(DATA Opens)

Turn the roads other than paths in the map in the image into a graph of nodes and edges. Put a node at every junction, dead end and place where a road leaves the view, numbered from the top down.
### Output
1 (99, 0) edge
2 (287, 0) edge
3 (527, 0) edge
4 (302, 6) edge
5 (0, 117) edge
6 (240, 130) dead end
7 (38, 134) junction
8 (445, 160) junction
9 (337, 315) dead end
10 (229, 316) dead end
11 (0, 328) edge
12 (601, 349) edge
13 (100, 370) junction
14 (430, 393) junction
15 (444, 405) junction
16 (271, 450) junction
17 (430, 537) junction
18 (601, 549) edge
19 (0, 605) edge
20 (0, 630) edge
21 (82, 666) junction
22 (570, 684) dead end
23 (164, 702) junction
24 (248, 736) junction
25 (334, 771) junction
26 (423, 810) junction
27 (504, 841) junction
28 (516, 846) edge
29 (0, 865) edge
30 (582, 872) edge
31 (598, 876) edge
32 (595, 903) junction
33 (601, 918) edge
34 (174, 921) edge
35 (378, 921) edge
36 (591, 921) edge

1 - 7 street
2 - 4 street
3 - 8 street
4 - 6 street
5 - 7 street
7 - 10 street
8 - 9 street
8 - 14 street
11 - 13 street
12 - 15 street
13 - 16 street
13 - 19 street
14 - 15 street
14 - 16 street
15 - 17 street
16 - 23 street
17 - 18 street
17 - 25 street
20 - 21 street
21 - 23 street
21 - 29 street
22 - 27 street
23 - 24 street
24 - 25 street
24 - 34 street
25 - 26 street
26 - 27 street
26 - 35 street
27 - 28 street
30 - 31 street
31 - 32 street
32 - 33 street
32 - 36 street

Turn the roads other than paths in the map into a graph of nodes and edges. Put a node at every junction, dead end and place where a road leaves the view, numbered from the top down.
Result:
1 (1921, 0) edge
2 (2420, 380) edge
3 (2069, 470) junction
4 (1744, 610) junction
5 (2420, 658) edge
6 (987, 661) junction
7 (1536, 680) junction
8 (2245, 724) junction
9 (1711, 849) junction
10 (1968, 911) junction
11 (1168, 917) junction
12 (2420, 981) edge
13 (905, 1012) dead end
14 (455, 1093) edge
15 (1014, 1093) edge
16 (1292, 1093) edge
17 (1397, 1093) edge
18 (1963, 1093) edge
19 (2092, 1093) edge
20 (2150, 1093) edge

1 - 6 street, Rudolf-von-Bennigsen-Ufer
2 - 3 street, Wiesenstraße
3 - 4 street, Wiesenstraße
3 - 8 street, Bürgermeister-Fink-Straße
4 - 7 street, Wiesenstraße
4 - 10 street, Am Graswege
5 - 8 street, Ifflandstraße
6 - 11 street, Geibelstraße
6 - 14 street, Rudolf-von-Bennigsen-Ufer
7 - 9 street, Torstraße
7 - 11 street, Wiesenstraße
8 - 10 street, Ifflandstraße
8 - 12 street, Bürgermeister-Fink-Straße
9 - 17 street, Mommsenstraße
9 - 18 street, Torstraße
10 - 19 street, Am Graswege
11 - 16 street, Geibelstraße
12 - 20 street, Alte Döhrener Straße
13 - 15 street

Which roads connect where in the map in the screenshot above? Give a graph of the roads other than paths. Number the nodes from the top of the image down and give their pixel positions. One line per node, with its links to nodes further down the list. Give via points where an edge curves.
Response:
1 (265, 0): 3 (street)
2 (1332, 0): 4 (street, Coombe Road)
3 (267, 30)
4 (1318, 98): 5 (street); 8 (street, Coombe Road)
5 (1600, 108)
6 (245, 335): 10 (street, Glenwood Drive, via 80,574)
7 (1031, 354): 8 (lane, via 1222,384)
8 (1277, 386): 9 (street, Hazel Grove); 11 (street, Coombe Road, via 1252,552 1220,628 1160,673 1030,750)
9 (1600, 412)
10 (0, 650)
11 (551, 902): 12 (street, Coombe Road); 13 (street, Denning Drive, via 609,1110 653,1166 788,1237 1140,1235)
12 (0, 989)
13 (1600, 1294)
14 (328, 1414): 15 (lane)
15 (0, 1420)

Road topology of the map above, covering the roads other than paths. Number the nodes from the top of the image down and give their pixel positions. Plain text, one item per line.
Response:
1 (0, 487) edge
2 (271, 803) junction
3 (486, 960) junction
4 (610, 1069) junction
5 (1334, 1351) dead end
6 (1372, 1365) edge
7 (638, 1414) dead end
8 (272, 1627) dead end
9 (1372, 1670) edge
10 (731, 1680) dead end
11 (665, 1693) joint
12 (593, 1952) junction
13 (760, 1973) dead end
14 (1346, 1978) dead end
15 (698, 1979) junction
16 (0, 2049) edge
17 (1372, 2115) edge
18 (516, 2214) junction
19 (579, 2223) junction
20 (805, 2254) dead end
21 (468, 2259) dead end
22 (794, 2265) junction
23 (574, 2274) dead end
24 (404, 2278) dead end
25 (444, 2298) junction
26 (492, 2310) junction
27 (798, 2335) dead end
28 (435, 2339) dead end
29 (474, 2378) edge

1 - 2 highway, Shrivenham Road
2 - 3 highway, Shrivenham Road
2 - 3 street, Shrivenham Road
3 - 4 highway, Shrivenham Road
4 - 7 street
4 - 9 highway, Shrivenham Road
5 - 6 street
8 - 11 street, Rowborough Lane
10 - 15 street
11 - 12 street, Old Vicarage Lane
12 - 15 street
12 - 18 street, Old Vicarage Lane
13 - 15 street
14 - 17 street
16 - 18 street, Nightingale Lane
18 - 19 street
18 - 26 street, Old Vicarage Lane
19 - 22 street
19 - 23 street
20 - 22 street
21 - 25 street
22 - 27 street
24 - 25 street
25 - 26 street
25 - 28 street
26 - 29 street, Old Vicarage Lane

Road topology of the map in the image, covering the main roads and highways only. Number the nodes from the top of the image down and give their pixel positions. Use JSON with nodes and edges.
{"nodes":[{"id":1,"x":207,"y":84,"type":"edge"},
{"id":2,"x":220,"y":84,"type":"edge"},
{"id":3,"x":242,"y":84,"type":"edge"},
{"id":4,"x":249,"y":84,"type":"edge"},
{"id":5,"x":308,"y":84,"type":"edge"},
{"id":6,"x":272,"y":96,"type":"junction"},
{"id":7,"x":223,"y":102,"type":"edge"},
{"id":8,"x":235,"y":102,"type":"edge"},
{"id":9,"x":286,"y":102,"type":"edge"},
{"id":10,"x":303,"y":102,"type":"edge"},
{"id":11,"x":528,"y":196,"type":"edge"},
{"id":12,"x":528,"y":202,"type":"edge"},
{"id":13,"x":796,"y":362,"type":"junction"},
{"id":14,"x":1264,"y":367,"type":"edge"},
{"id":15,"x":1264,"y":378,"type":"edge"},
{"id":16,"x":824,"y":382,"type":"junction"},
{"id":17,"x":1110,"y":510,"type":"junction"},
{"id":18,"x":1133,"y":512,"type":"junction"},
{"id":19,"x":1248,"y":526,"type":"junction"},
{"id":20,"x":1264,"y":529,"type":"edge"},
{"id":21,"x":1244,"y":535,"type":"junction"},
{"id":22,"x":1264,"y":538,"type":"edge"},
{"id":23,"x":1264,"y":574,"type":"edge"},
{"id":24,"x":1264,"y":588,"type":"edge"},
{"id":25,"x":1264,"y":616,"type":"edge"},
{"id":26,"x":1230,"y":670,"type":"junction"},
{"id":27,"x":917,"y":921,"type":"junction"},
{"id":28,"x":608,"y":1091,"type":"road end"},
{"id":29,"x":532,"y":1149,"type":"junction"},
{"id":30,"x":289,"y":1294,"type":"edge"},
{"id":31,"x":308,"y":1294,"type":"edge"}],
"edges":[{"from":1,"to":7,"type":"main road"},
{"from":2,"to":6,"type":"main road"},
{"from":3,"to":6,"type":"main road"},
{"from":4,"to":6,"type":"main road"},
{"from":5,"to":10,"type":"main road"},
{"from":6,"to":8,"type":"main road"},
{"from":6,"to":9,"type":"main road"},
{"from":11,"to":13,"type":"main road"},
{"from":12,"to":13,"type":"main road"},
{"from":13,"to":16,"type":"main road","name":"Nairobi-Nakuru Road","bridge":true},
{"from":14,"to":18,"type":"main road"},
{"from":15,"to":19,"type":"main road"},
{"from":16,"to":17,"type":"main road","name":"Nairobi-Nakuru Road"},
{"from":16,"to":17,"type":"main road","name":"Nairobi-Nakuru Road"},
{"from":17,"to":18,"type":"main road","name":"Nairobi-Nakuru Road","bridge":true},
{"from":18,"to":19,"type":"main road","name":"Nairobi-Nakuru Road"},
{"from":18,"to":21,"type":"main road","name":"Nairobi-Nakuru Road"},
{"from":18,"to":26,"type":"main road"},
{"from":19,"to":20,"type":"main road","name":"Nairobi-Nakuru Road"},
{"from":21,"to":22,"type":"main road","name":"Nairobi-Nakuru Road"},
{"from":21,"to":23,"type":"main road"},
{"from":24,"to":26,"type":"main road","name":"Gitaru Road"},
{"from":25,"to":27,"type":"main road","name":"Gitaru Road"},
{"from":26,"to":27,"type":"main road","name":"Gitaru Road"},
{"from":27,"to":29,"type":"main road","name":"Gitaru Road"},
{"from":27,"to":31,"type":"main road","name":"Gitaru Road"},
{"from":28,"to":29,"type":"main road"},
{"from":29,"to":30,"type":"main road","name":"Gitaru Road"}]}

(DATA Closes)

EXERCISE DESCRIPTION:
Wherever the string "Nakuru" is found in the entries, copy the line it sits in.

WRITTEN SOLUTION:
{"from":13,"to":16,"type":"main road","name":"Nairobi-Nakuru Road","bridge":true},
{"from":16,"to":17,"type":"main road","name":"Nairobi-Nakuru Road"},
{"from":16,"to":17,"type":"main road","name":"Nairobi-Nakuru Road"},
{"from":17,"to":18,"type":"main road","name":"Nairobi-Nakuru Road","bridge":true},
{"from":18,"to":19,"type":"main road","name":"Nairobi-Nakuru Road"},
{"from":18,"to":21,"type":"main road","name":"Nairobi-Nakuru Road"},
{"from":19,"to":20,"type":"main road","name":"Nairobi-Nakuru Road"},
{"from":21,"to":22,"type":"main road","name":"Nairobi-Nakuru Road"},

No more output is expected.